Early Russian space capsules had text on the outside telling people not to be afraid, it's just a human inside, because they feared people's reactions.
Considering that after the USSR fell apart there were parts of Russia that didn't know that the Tzar had been overthrown, and these were the parts of Russia that the space capsules were going to land in, this was not an unrealistic fear.
@CorruptUser I think you may be confused, the Tsar was overthrown 75-ish years before the dissolution of the Soviet Union, I highly doubt that anyone didn't know that the Tsar had been overthrown by the time of dissolution.
Old comment, but I didn't misspeak. There really were parts of Siberia that didn't know that the Communists had taken over until after they fell. Much of that territory is only "Russia" on paper.
@real-cool-cat Don't forget the Space-cake, Holland really has all the ingredients you'll need to go on a trip without ever having to leave your house. Thank the gods I'm not him.
'@crwydryny' Oh, please have the whole cookie. I like to think myself as a generous person, since I just drank and ate over 100€ worth of booze and food free of charge plus weed, just because I'm considered a nice guy by some people. And I like to keep my figure, so no more cookies. :D
Another thing,; To avoid injury, the cosmonaut escaped with an ejecton seat before the capsule landed with a hard, heavy thud. American capsules made relativeloy soft landings in the sea.

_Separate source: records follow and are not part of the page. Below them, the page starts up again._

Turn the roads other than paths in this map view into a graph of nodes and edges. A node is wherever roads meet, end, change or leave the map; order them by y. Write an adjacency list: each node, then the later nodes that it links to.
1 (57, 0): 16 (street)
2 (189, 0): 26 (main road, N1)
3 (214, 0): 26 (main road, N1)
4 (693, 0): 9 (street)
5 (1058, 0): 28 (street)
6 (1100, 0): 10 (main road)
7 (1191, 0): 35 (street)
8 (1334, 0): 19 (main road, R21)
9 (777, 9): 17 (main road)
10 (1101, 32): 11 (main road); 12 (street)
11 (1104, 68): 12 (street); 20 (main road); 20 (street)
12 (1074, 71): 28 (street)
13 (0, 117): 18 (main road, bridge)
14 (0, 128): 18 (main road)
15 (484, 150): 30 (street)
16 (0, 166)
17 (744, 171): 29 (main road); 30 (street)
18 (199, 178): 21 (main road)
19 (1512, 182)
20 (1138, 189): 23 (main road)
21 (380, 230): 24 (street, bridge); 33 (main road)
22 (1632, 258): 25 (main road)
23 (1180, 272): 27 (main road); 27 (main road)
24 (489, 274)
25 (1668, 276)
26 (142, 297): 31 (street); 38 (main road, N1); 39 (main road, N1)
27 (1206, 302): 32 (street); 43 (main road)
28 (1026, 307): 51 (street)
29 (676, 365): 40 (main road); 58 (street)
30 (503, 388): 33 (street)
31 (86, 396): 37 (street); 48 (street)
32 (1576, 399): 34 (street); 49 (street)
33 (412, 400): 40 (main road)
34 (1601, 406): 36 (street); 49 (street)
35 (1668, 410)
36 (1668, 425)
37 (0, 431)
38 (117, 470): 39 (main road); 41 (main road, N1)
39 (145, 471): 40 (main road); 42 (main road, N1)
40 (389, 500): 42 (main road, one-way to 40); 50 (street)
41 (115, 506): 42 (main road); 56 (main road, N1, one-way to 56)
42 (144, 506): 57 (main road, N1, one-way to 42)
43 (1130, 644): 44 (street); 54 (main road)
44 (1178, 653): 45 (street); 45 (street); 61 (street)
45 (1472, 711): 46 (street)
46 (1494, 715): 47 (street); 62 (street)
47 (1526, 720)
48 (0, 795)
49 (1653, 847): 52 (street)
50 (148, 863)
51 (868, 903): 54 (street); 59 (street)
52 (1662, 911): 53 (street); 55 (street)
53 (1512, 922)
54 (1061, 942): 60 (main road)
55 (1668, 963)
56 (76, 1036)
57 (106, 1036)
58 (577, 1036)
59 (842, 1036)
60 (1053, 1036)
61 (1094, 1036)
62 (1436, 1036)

@BirgerJohansson First cosmonauts used ejection seats, but it was found to be pointless and later ones did not. There is really little difference between landing on water and landing on ground in this regard. Water is very hard at those speeds the capsules landed.

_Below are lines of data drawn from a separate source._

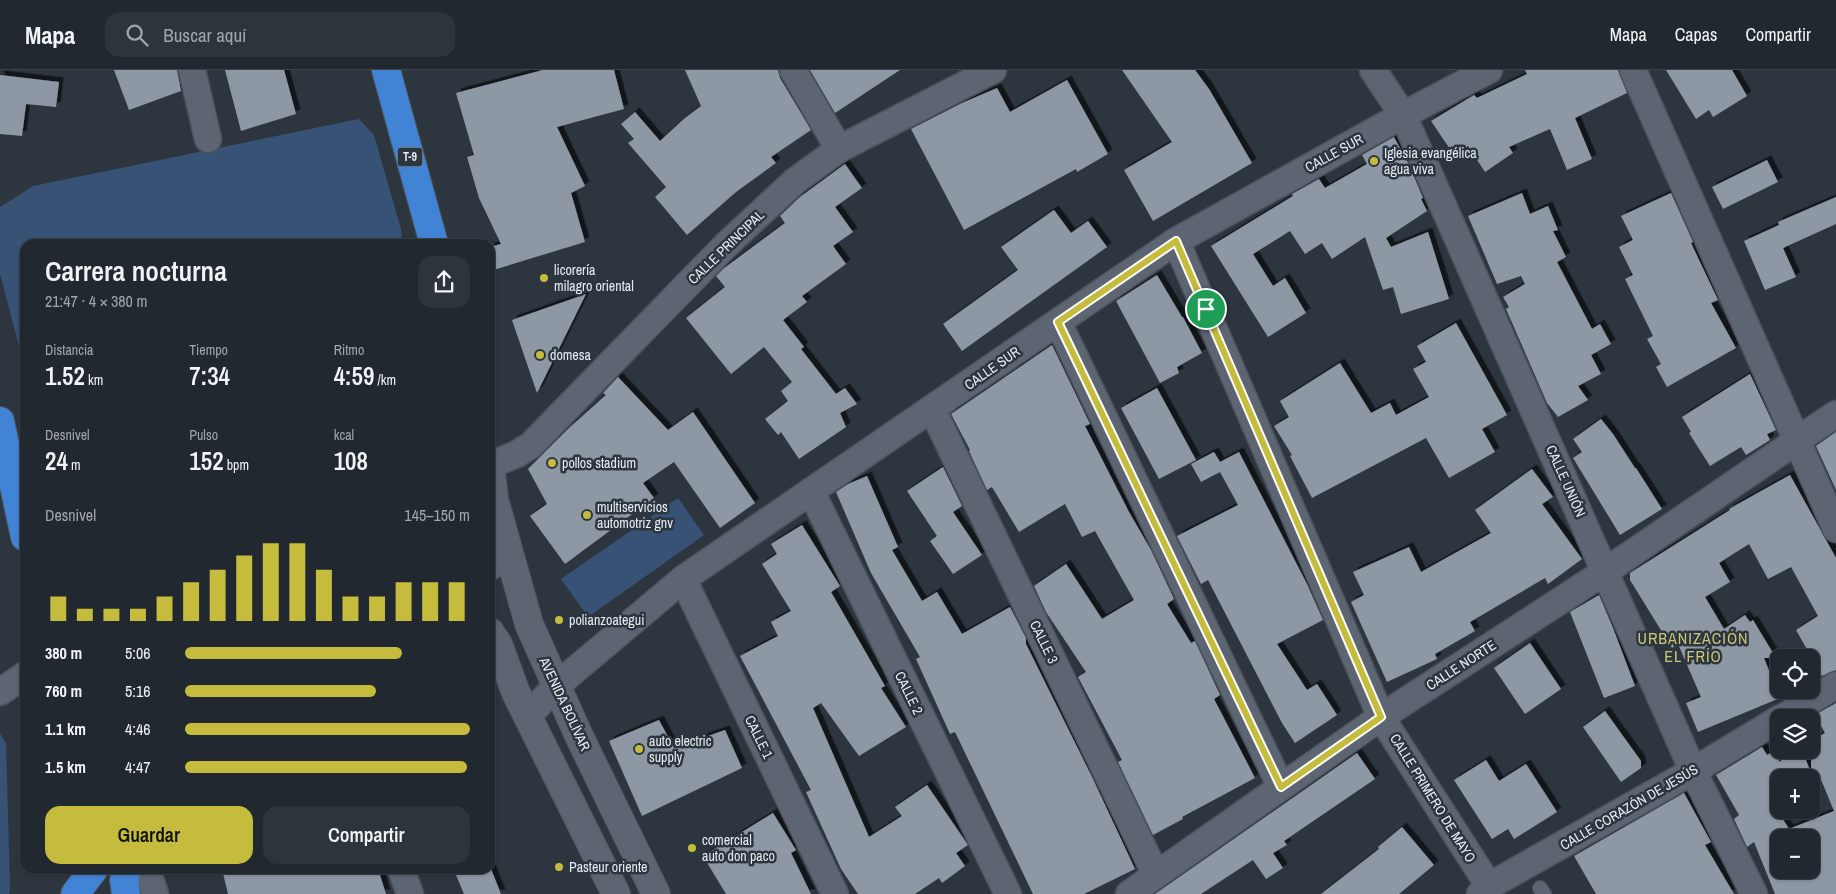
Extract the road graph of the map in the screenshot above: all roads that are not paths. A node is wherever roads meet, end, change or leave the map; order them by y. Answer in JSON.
{"nodes":[{"id":1,"x":192,"y":70,"type":"edge"},
{"id":2,"x":386,"y":70,"type":"edge"},
{"id":3,"x":793,"y":70,"type":"edge"},
{"id":4,"x":993,"y":70,"type":"edge"},
{"id":5,"x":1373,"y":70,"type":"edge"},
{"id":6,"x":1489,"y":70,"type":"edge"},
{"id":7,"x":1633,"y":70,"type":"edge"},
{"id":8,"x":1403,"y":115,"type":"junction"},
{"id":9,"x":208,"y":139,"type":"dead end"},
{"id":10,"x":839,"y":149,"type":"junction"},
{"id":11,"x":433,"y":239,"type":"edge"},
{"id":12,"x":1176,"y":241,"type":"junction"},
{"id":13,"x":1058,"y":322,"type":"junction"},
{"id":14,"x":932,"y":409,"type":"junction"},
{"id":15,"x":1836,"y":414,"type":"edge"},
{"id":16,"x":0,"y":421,"type":"edge"},
{"id":17,"x":1797,"y":442,"type":"junction"},
{"id":18,"x":495,"y":464,"type":"edge"},
{"id":19,"x":811,"y":492,"type":"junction"},
{"id":20,"x":495,"y":499,"type":"edge"},
{"id":21,"x":496,"y":506,"type":"junction"},
{"id":22,"x":20,"y":514,"type":"edge"},
{"id":23,"x":1836,"y":529,"type":"edge"},
{"id":24,"x":495,"y":531,"type":"edge"},
{"id":25,"x":1606,"y":571,"type":"junction"},
{"id":26,"x":683,"y":579,"type":"junction"},
{"id":27,"x":495,"y":640,"type":"edge"},
{"id":28,"x":20,"y":678,"type":"edge"},
{"id":29,"x":1836,"y":685,"type":"edge"},
{"id":30,"x":556,"y":686,"type":"junction"},
{"id":31,"x":0,"y":692,"type":"edge"},
{"id":32,"x":1795,"y":709,"type":"edge"},
{"id":33,"x":528,"y":716,"type":"junction"},
{"id":34,"x":1381,"y":717,"type":"junction"},
{"id":35,"x":1770,"y":724,"type":"edge"},
{"id":36,"x":1693,"y":771,"type":"junction"},
{"id":37,"x":1281,"y":787,"type":"junction"},
{"id":38,"x":71,"y":874,"type":"edge"},
{"id":39,"x":90,"y":874,"type":"edge"},
{"id":40,"x":126,"y":874,"type":"edge"},
{"id":41,"x":149,"y":874,"type":"edge"},
{"id":42,"x":403,"y":874,"type":"edge"},
{"id":43,"x":1156,"y":875,"type":"junction"},
{"id":44,"x":1485,"y":890,"type":"edge"},
{"id":45,"x":75,"y":894,"type":"edge"},
{"id":46,"x":126,"y":894,"type":"edge"},
{"id":47,"x":155,"y":894,"type":"edge"},
{"id":48,"x":410,"y":894,"type":"edge"},
{"id":49,"x":616,"y":894,"type":"edge"},
{"id":50,"x":656,"y":894,"type":"edge"},
{"id":51,"x":834,"y":894,"type":"edge"},
{"id":52,"x":1008,"y":894,"type":"edge"},
{"id":53,"x":1130,"y":894,"type":"edge"},
{"id":54,"x":1754,"y":894,"type":"edge"}],
"edges":[{"from":1,"to":9,"type":"street"},
{"from":2,"to":11,"type":"highway","number":"T-9"},
{"from":3,"to":10,"type":"street"},
{"from":4,"to":10,"type":"street","name":"CALLE PRINCIPAL"},
{"from":5,"to":8,"type":"street","name":"CALLE UNIÓN"},
{"from":6,"to":8,"type":"street","name":"CALLE SUR"},
{"from":7,"to":17,"type":"street"},
{"from":8,"to":12,"type":"street","name":"CALLE SUR"},
{"from":8,"to":25,"type":"street","name":"CALLE UNIÓN"},
{"from":10,"to":18,"type":"street","name":"CALLE PRINCIPAL"},
{"from":12,"to":13,"type":"street","name":"CALLE SUR"},
{"from":12,"to":34,"type":"street","name":"CALLE PRIMERO DE MAYO"},
{"from":13,"to":14,"type":"street","name":"CALLE SUR"},
{"from":13,"to":37,"type":"street"},
{"from":14,"to":19,"type":"street","name":"CALLE SUR"},
{"from":14,"to":43,"type":"street","name":"CALLE 3"},
{"from":15,"to":17,"type":"street","name":"CALLE NORTE"},
{"from":16,"to":22,"type":"highway"},
{"from":17,"to":23,"type":"street"},
{"from":17,"to":25,"type":"street","name":"CALLE NORTE"},
{"from":19,"to":26,"type":"street","name":"CALLE SUR"},
{"from":19,"to":52,"type":"street","name":"CALLE 2"},
{"from":20,"to":21,"type":"street"},
{"from":21,"to":24,"type":"street"},
{"from":21,"to":30,"type":"street","name":"AVENIDA BOLÍVAR"},
{"from":25,"to":34,"type":"street","name":"CALLE NORTE"},
{"from":25,"to":36,"type":"street","name":"CALLE UNIÓN"},
{"from":26,"to":30,"type":"street","name":"CALLE SUR"},
{"from":26,"to":51,"type":"street","name":"CALLE 1"},
{"from":27,"to":33,"type":"street"},
{"from":28,"to":31,"type":"street"},
{"from":29,"to":32,"type":"street","name":"CALLE CORAZÓN DE JESÚS"},
{"from":30,"to":33,"type":"street","name":"CALLE SUR"},
{"from":30,"to":50,"type":"street","name":"AVENIDA BOLÍVAR"},
{"from":33,"to":49,"type":"street"},
{"from":34,"to":37,"type":"street","name":"CALLE NORTE"},
{"from":34,"to":44,"type":"street","name":"CALLE PRIMERO DE MAYO"},
{"from":35,"to":36,"type":"street","name":"CALLE CORAZÓN DE JESÚS"},
{"from":36,"to":44,"type":"street","name":"CALLE CORAZÓN DE JESÚS"},
{"from":36,"to":54,"type":"street","name":"CALLE UNIÓN"},
{"from":37,"to":43,"type":"street","name":"CALLE NORTE"},
{"from":38,"to":45,"type":"highway"},
{"from":39,"to":45,"type":"highway"},
{"from":40,"to":46,"type":"highway"},
{"from":41,"to":47,"type":"street"},
{"from":42,"to":48,"type":"street"},
{"from":43,"to":53,"type":"street","name":"CALLE NORTE"}]}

@cohkka ... when you think about it, getting slammed free of a capsule by an ejection seat at 50g acceleration can't be any worse than hitting dirt, especially under parachute.

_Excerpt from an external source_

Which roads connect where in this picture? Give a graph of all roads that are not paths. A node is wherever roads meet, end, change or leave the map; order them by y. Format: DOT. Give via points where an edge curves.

The Soyuz capsules are pretty neat in the fact that they really and truly don't CARE where they land; they're specced to be amphibious, and can survive water landings OR land, and they used to be equipped with survival gear, to include a combination shotgun/rifle/survival pistol, just in case you ended up stranded in the back country of siberia for a day or two (that... actually happened). Plus, they have a very short firing array of solid rocket boosters on the bottom wired to a radar proximity fuse that fire/detonate right before they land, to further dampen the blow. It's old soviet tech, so it's ugly and crude, but reliable as hell.
It is very likely that the average Soviet citizen would be surprised considering that the only people who would know of an active Soviet space mission were the cosmonauts, the launch crew, and a few politicos. And NASA who would detect the launch and track the spacecraft. The Soviet public would only find out about a mission once/if it was successful.
@Ugwump The soviets had published beforehand details of sputnik in the youth and amateur radio magazines with details on how to follow on the radio and track in the sky the "artificial moon".